There was much debate last week when the decision was made to have this year’s minor club championship played as an U-17 competition. It is understood that a number of clubs objected to the move, and the decision was reversed. It means both minor hurling and football club championship will be played for U-18’s, but Coughlan outlined that in his opinion there was merit to making the change.

“It depends really to be honest with you. If you had a strong team at U-18, you would want it to be U-18 this year and I can see where they are going. If I was involved with a club myself, maybe I would do it too. I think it has to follow the line of the inter-county though. Kerry are the last to change everything because they are real traditionalists but they are even going to U-17 next year. My view on it is that with no U-12, you have to go with U-13, U-15, U-17 and U-20 to be in line with inter-county so players come through playing on their grade. Someone is always going to lose out at some stage and if you are going to eventually make that transition, you might have to run a competition solely for that age group. If it is U-18 at hurling, then it had to be U-18 at football because you cannot have it different from one to the other, but I would have gone with keeping it in line with the county scene at U-17 across the board” he outlined.
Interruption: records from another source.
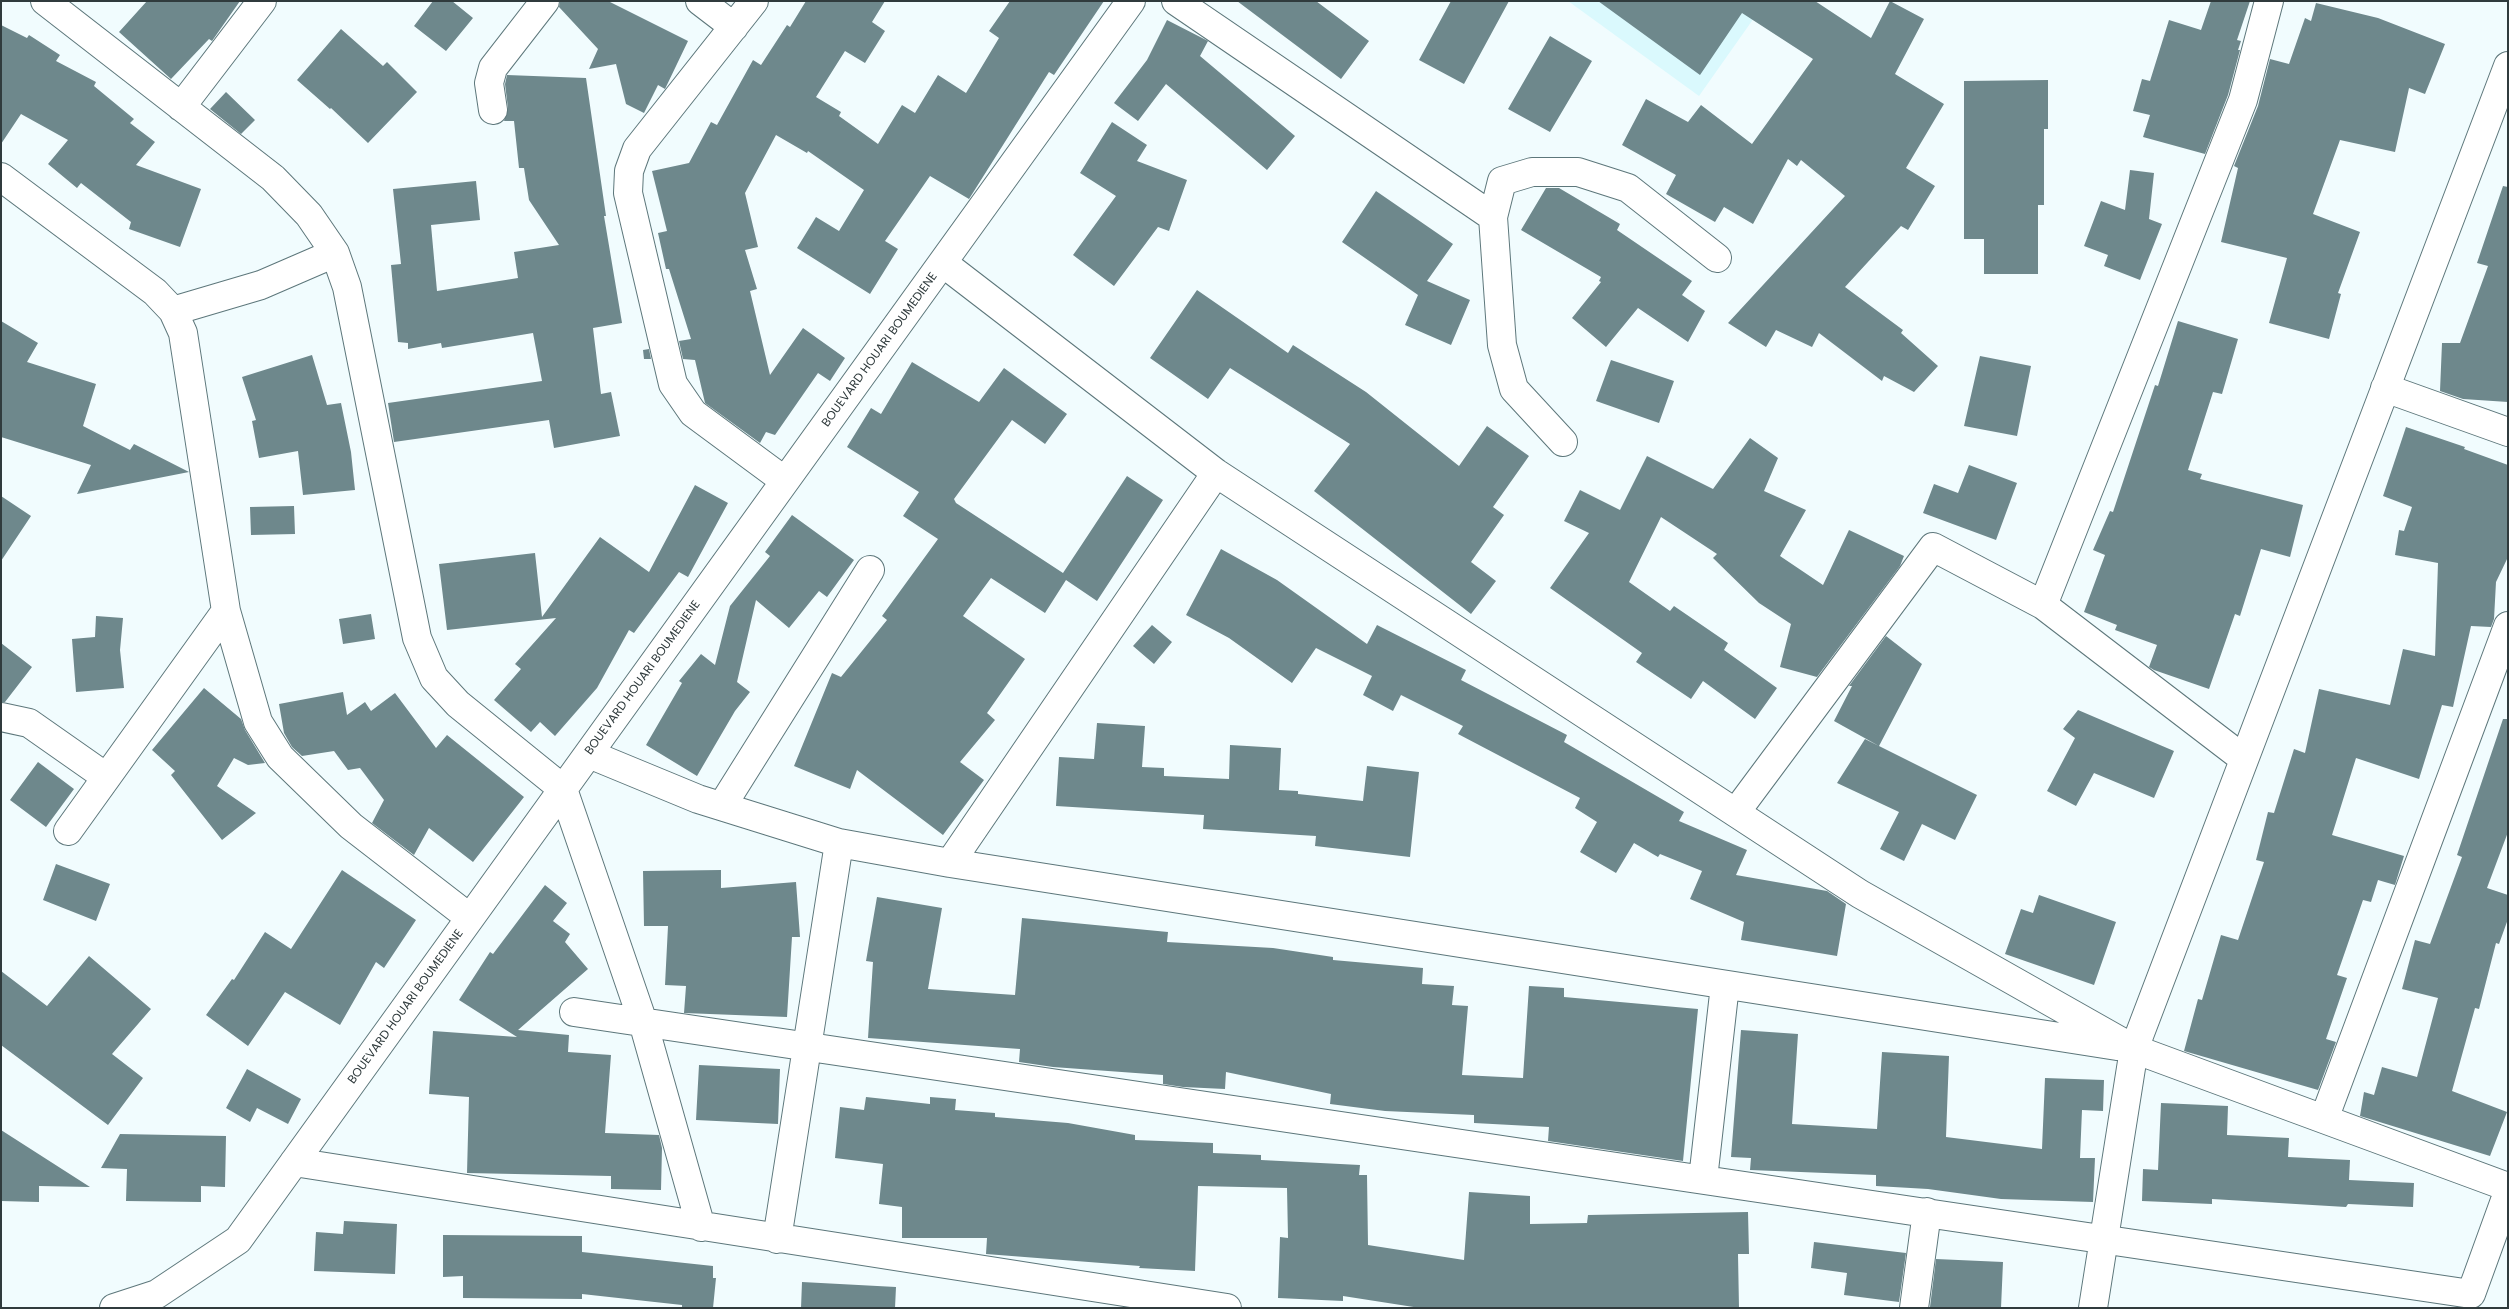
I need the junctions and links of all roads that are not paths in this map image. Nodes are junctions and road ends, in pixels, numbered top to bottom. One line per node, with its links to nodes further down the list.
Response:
1 (45, 1): 11 (street)
2 (262, 1): 11 (street)
3 (545, 1): 12 (street)
4 (700, 1): 9 (street)
5 (754, 1): 9 (street)
6 (1132, 1): 17 (street, BOUEVARD HOUARI BOUMEDIENE)
7 (1176, 1): 14 (street)
8 (2269, 1): 25 (street)
9 (734, 27): 23 (street)
10 (2508, 66): 19 (street)
11 (181, 107): 15 (street)
12 (493, 110)
13 (1, 177): 18 (street)
14 (1492, 217): 16 (street); 21 (street)
15 (335, 253): 18 (street); 32 (street)
16 (1717, 258)
17 (943, 262): 22 (street); 23 (street, BOUEVARD HOUARI BOUMEDIENE)
18 (172, 311): 26 (street)
19 (2385, 388): 20 (street); 30 (street)
20 (2508, 432)
21 (1563, 442)
22 (1216, 473): 34 (street); 37 (street)
23 (785, 482): 29 (street, BOUEVARD HOUARI BOUMEDIENE)
24 (870, 570): 33 (street)
25 (2043, 605): 30 (street); 34 (street)
26 (226, 611): 31 (street); 38 (street)
27 (2508, 626): 44 (street)
28 (1, 716): 31 (street)
29 (589, 754): 32 (street, BOUEVARD HOUARI BOUMEDIENE); 33 (street)
30 (2244, 759): 43 (street)
31 (106, 777): 35 (street)
32 (563, 789): 38 (street, BOUEVARD HOUARI BOUMEDIENE); 41 (street)
33 (722, 806): 36 (street)
34 (1736, 812): 43 (street)
35 (68, 831)
36 (839, 843): 37 (street); 42 (street)
37 (950, 863): 39 (street)
38 (470, 918): 45 (street, BOUEVARD HOUARI BOUMEDIENE)
39 (1725, 985): 43 (street); 46 (street)
40 (574, 1012): 41 (street)
41 (643, 1022): 42 (street); 50 (street)
42 (809, 1046): 46 (street); 52 (street)
43 (2134, 1049): 44 (street); 51 (street)
44 (2324, 1119): 47 (street)
45 (294, 1162): 50 (street); 53 (street, BOUEVARD HOUARI BOUMEDIENE)
46 (1703, 1179): 49 (street)
47 (2508, 1187)
48 (2508, 1192): 51 (street)
49 (1927, 1212): 51 (street); 55 (street)
50 (701, 1227): 52 (street)
51 (2104, 1238): 56 (street)
52 (777, 1239): 54 (street)
53 (114, 1308)
54 (1227, 1308)
55 (1914, 1308)
56 (2093, 1308)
This year’s inter-county minor football championship will be run on a knockout basis, and while Coughlan admits there is an opportunity to reach a provincial decider, he feels that model has passed its sell-by date.

“There is a great incentive there for one of the four counties in our side of the draw to get to a Munster final. That is the beauty of the open draw, but for the year that is in I feel they had a great chance to go the whole hog and do an open draw for the 32 counties. Cork and Kerry have won six of the last eight All-Ireland’s between them so in my opinion, it needs to be changed. If you told one of the lower clubs in England that they were going to draw Manchester United or Liverpool in the first two rounds of the FA Cup every year, it would be hard to see that lasting 100 years. There have been plenty Clare minor teams who have been in the top eight teams in the country on a given year and would have had that chance to go on and play at that level in any other province. We improved last year because we played six games and if you look at the improvement from our first game to our last, it was massive. If you are getting drawn against Cork and Kerry in the early rounds, it makes it very difficult. We are a dual county and we are picking from a small pool so we need every incentive going. The provincials are gone and are outdated in my opinion” he concluded.